> [Information supplied]
********************
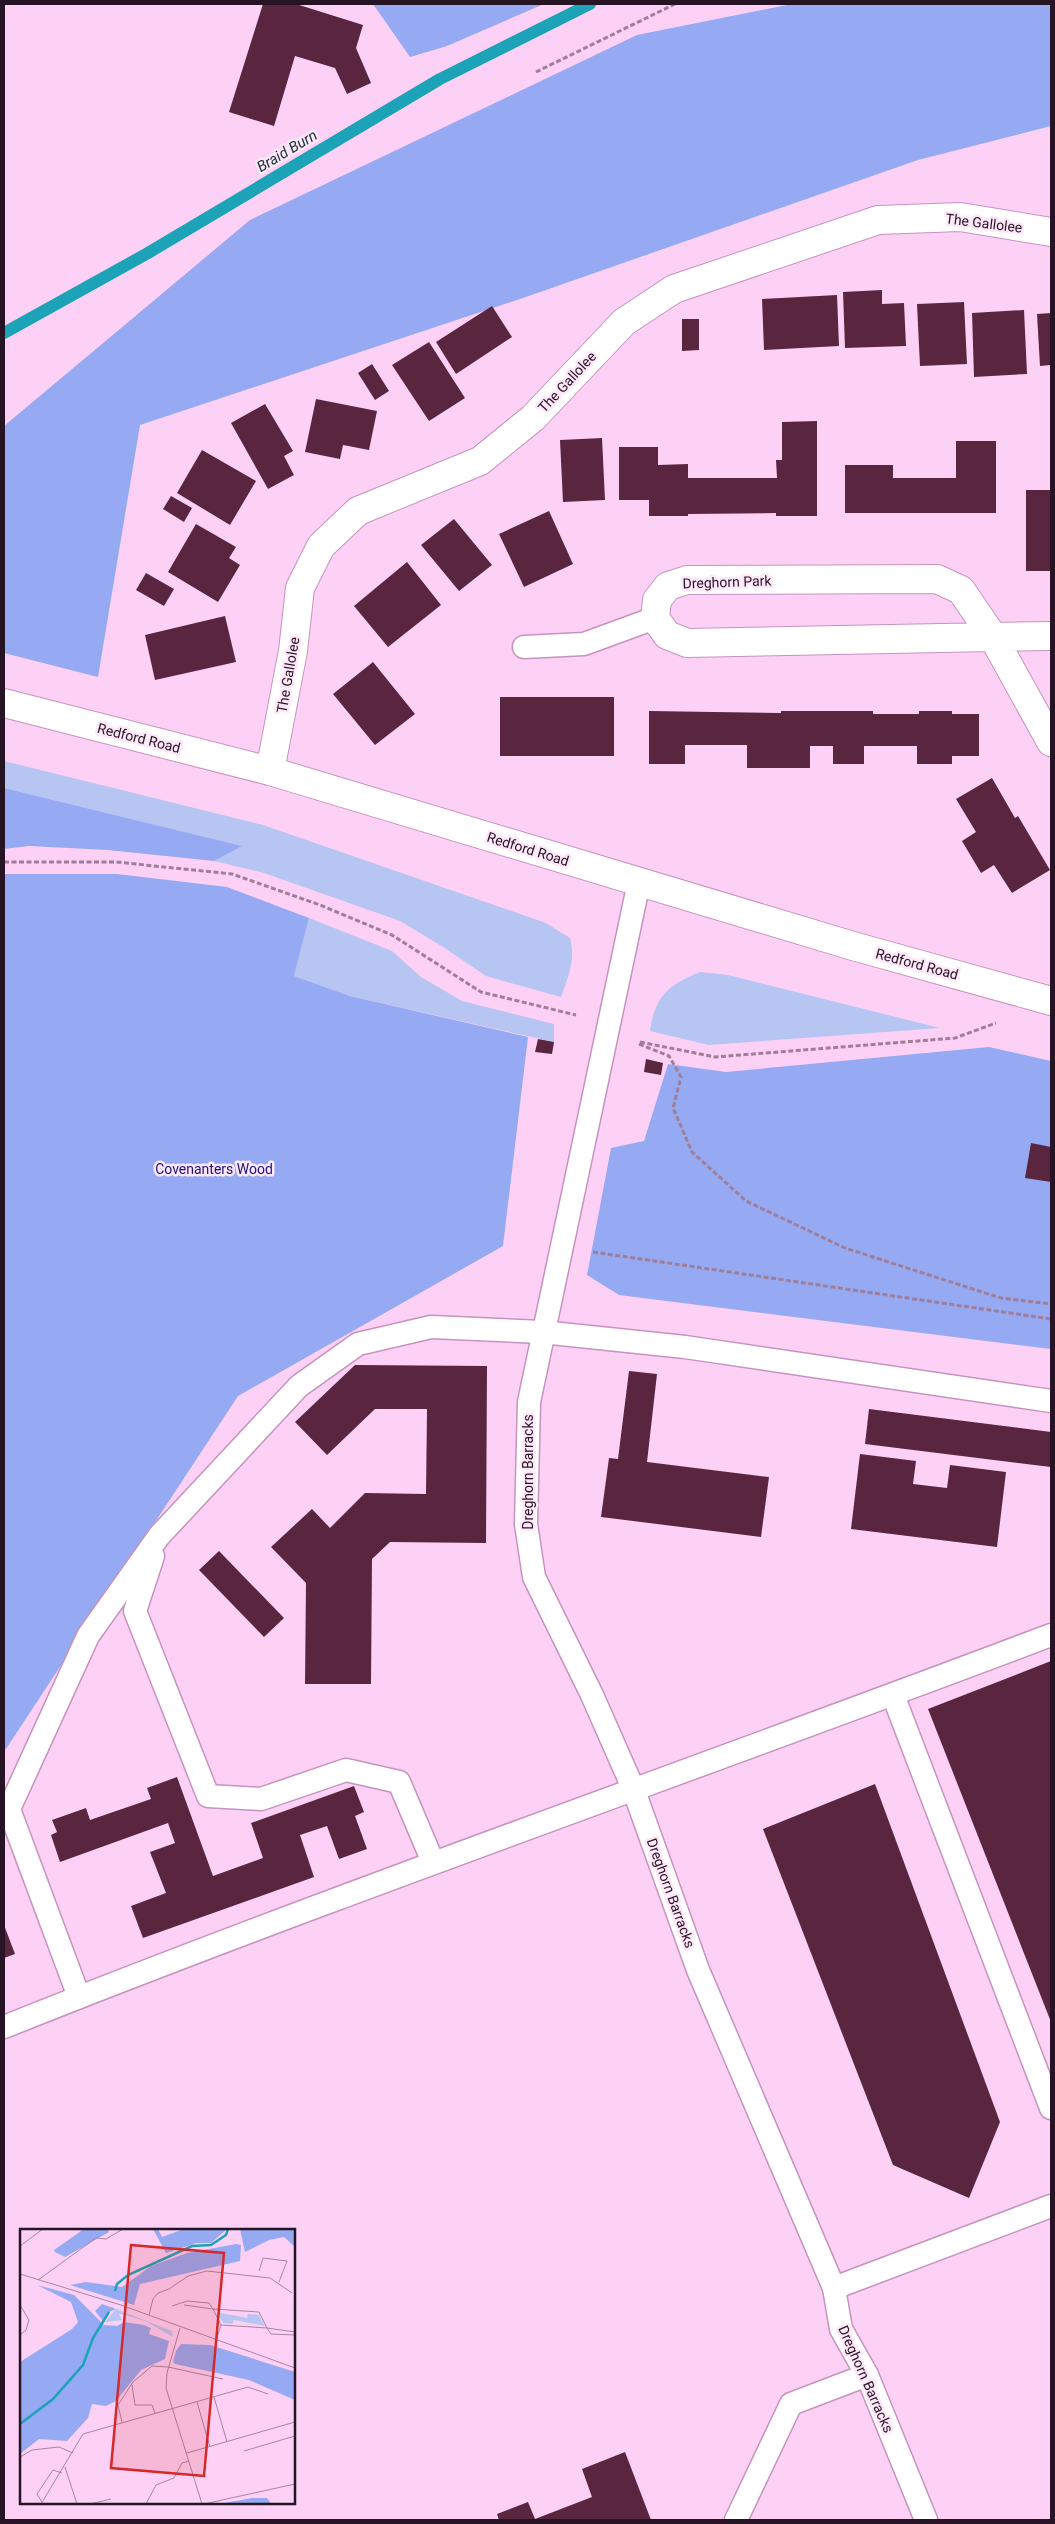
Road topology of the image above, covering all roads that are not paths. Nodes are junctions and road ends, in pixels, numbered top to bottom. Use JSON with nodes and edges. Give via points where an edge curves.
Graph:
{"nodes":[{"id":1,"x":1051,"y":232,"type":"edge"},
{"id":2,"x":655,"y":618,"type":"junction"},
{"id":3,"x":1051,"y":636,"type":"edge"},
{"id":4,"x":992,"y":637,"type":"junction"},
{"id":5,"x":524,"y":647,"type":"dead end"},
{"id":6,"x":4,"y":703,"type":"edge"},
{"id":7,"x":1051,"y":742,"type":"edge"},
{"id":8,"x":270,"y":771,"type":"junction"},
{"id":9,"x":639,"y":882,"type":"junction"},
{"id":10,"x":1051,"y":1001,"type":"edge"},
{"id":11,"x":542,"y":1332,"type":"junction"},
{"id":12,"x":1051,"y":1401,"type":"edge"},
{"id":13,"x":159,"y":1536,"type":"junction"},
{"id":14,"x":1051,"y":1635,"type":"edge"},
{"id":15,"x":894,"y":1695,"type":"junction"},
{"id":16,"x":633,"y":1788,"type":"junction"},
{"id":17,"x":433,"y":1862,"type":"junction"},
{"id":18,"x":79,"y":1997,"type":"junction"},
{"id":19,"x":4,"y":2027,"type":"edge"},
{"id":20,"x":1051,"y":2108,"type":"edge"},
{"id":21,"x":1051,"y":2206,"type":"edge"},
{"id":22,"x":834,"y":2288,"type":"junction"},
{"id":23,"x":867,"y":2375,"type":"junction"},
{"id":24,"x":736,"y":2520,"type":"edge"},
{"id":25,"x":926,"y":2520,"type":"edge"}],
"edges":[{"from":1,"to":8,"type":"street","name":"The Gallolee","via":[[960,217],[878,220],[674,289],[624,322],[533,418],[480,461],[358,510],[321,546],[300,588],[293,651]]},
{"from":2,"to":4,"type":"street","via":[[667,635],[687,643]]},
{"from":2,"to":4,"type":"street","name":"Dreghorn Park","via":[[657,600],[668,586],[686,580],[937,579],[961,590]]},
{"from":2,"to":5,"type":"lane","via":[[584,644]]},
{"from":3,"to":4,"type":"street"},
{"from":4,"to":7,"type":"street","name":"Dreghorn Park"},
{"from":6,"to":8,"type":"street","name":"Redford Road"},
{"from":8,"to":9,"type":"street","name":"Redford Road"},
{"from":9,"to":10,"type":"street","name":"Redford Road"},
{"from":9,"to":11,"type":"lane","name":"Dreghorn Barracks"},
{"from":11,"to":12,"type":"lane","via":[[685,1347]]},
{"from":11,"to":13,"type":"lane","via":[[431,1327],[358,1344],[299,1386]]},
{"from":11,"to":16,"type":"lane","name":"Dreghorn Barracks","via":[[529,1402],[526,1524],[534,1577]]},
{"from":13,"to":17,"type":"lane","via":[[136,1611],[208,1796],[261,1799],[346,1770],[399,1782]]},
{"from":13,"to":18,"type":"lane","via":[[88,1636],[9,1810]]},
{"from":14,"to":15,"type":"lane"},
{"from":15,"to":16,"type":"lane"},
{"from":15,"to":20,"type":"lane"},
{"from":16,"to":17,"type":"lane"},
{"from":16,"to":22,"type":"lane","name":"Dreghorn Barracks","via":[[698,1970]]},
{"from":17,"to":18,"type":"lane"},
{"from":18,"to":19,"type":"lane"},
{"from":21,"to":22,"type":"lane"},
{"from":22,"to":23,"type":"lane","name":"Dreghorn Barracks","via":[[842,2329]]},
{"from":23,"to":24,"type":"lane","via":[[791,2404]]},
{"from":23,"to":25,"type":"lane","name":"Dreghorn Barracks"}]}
********************
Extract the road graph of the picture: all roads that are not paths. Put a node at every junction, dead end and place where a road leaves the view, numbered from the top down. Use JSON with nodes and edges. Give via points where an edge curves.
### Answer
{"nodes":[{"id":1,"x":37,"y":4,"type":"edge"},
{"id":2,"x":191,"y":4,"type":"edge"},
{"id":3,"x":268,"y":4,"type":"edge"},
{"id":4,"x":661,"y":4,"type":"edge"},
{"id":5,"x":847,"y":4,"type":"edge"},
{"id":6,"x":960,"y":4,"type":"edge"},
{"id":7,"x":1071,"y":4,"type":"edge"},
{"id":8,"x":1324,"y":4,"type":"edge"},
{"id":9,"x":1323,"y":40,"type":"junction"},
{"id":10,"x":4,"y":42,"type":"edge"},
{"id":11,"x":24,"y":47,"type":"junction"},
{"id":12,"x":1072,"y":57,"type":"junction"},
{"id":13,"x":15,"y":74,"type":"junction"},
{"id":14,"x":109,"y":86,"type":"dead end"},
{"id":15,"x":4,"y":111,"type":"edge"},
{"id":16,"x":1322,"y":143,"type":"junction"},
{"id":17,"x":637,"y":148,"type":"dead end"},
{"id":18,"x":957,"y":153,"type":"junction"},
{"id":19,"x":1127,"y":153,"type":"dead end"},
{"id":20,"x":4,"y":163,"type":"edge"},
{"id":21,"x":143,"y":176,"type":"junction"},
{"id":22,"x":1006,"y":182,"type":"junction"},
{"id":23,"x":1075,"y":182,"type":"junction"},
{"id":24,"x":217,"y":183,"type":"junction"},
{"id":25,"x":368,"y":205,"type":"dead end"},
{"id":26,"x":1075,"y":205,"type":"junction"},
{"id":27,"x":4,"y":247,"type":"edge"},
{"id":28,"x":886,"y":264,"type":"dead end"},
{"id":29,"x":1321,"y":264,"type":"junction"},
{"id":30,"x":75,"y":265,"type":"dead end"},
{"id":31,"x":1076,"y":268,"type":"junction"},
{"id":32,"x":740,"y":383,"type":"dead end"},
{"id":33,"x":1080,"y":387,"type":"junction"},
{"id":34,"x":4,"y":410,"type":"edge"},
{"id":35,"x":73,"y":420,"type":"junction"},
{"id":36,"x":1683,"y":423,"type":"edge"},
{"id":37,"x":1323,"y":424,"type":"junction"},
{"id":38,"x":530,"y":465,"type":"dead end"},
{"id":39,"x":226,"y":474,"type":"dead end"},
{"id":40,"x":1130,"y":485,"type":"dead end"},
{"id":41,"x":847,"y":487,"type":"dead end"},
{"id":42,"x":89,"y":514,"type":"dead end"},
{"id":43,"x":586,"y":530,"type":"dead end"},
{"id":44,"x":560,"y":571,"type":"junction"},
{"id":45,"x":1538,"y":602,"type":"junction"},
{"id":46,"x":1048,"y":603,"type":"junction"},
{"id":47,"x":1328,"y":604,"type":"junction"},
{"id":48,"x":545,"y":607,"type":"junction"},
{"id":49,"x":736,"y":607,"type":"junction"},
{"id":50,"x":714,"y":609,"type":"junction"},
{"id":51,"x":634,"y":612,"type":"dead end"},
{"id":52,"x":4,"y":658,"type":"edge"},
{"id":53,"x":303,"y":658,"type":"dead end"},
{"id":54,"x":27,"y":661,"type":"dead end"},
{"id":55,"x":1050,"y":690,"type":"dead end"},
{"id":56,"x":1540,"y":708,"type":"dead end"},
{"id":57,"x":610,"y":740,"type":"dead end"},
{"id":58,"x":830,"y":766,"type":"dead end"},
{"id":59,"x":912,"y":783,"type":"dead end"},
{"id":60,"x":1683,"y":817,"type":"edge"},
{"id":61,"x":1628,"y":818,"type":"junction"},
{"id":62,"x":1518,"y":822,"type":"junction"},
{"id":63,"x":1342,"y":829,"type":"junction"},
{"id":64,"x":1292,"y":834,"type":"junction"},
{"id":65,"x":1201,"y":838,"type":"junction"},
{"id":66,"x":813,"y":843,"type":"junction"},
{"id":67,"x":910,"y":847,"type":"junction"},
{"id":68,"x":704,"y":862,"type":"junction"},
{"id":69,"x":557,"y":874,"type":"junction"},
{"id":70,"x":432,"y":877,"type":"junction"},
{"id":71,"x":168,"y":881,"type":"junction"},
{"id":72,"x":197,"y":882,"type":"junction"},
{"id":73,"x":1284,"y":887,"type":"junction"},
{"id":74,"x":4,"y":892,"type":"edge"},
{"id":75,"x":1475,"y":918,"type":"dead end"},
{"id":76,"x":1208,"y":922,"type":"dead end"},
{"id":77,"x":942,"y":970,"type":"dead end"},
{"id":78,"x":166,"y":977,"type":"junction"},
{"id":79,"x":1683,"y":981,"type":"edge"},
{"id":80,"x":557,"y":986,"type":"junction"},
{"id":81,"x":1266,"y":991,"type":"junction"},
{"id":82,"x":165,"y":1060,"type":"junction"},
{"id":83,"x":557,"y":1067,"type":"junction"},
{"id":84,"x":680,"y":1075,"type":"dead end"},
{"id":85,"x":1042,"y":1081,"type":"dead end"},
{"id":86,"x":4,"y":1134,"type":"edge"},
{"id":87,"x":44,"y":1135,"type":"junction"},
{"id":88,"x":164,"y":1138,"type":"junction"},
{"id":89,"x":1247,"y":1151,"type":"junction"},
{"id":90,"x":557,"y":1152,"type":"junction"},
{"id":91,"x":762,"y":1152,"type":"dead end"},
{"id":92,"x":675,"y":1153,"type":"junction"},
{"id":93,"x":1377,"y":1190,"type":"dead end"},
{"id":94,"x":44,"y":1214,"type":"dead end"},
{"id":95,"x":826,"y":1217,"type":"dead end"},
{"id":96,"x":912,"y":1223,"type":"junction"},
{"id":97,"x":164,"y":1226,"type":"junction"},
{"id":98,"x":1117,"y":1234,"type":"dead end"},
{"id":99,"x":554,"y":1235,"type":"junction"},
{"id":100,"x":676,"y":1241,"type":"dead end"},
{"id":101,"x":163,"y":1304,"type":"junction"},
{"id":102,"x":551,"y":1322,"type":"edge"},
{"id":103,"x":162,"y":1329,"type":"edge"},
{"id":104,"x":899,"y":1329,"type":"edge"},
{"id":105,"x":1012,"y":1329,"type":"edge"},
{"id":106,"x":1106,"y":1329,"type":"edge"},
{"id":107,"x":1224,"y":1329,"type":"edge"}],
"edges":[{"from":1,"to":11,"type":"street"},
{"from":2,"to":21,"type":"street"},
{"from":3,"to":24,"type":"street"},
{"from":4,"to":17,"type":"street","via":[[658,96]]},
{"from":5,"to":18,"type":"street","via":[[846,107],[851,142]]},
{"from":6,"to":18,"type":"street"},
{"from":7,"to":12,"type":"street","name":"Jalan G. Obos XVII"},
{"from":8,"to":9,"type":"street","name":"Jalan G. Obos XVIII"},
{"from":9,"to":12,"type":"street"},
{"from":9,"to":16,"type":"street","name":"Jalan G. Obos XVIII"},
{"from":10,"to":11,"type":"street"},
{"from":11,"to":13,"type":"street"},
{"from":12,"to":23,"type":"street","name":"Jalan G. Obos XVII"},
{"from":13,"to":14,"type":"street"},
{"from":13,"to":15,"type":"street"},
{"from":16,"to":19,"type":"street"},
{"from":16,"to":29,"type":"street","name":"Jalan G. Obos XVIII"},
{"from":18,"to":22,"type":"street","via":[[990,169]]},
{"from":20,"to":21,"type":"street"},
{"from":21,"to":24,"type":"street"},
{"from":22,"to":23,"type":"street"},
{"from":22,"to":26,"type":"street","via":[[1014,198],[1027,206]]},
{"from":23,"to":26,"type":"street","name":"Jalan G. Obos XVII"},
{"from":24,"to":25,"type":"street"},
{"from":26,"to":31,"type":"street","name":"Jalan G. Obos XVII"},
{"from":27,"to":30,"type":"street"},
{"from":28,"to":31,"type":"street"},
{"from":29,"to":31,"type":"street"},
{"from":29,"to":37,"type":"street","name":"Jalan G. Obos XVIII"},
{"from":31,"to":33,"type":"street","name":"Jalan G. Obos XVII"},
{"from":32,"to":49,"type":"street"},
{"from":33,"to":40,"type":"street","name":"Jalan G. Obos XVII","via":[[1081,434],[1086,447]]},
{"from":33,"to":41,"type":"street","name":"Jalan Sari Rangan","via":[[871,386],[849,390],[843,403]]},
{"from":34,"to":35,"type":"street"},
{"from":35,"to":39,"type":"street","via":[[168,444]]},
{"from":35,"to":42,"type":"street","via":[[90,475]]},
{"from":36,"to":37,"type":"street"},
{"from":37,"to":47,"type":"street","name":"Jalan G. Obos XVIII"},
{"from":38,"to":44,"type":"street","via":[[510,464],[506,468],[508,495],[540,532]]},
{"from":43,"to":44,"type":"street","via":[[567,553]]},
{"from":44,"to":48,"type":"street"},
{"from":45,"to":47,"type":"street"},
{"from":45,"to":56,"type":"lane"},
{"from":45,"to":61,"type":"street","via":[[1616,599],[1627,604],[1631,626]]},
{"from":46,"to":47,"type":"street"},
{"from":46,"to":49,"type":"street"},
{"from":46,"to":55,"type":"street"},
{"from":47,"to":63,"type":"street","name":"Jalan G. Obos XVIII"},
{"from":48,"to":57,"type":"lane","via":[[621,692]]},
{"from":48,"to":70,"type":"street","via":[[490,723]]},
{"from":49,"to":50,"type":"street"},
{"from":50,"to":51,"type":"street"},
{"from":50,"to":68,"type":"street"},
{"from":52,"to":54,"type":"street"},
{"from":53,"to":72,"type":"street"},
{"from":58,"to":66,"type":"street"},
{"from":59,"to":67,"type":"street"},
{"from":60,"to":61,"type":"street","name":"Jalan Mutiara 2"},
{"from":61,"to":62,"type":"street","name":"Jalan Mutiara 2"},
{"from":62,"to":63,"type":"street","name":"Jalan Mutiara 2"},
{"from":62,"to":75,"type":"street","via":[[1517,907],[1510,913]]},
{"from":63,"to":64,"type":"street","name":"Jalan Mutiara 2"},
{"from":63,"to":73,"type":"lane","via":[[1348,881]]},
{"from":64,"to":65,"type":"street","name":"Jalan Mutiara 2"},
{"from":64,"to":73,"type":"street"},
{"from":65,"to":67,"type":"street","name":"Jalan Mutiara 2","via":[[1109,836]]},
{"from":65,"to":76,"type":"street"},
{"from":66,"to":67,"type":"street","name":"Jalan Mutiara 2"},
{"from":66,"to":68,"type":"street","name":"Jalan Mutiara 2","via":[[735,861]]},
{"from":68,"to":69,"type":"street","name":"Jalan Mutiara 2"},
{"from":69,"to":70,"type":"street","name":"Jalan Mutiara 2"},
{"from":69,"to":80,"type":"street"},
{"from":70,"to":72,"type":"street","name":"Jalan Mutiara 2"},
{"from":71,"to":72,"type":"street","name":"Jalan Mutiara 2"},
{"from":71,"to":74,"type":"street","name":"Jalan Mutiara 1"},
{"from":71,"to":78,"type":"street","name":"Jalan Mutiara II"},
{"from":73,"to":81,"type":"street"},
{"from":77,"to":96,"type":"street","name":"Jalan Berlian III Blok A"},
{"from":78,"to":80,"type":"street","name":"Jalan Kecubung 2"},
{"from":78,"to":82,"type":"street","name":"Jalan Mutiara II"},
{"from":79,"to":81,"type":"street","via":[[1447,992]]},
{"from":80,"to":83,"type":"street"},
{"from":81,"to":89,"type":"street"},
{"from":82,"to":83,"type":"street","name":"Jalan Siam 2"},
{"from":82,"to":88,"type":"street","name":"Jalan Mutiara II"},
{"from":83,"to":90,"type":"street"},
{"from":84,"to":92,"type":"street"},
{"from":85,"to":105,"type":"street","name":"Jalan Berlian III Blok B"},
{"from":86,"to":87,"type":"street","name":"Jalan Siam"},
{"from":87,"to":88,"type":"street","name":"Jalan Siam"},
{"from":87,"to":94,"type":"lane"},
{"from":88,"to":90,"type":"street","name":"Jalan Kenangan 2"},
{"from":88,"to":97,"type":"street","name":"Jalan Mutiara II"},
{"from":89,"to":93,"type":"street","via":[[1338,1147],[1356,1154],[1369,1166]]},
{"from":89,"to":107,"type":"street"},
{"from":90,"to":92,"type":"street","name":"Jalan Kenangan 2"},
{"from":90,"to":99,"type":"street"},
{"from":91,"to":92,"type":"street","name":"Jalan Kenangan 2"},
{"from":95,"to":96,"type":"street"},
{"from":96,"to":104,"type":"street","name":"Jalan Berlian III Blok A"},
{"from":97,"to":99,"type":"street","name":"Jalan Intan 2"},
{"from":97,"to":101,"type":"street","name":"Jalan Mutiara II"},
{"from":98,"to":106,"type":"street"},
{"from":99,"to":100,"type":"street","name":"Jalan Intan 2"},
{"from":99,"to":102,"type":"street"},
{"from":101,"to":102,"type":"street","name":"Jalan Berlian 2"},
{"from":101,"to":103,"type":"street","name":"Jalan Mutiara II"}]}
********************
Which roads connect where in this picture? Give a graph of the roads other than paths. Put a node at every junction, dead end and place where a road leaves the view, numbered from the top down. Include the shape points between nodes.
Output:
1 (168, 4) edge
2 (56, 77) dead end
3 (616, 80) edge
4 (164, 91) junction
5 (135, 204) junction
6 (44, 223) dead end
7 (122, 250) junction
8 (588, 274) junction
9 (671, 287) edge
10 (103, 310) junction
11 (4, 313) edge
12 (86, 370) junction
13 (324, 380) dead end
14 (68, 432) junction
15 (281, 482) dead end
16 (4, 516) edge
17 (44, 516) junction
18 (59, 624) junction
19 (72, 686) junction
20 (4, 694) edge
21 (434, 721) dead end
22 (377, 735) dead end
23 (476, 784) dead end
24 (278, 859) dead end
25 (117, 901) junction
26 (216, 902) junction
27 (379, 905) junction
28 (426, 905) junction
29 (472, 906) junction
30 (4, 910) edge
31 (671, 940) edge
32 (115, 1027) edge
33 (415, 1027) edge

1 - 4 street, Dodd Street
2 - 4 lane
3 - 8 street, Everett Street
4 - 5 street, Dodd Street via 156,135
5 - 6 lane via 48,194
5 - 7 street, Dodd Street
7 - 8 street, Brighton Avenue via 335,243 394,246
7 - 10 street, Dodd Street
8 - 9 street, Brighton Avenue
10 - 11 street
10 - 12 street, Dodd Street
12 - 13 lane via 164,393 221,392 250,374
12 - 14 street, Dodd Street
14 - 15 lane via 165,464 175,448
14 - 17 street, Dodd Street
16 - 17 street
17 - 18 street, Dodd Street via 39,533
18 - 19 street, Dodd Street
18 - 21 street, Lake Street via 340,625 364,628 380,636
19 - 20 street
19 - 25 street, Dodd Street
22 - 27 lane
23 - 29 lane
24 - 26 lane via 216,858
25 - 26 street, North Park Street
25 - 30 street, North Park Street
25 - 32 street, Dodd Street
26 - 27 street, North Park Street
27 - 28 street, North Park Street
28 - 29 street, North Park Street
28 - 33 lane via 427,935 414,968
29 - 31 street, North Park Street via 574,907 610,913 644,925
********************
> [Work task]
Compute the number of lines above that contain the string "Intan". Reply with that value only.

> [Exercise output]
2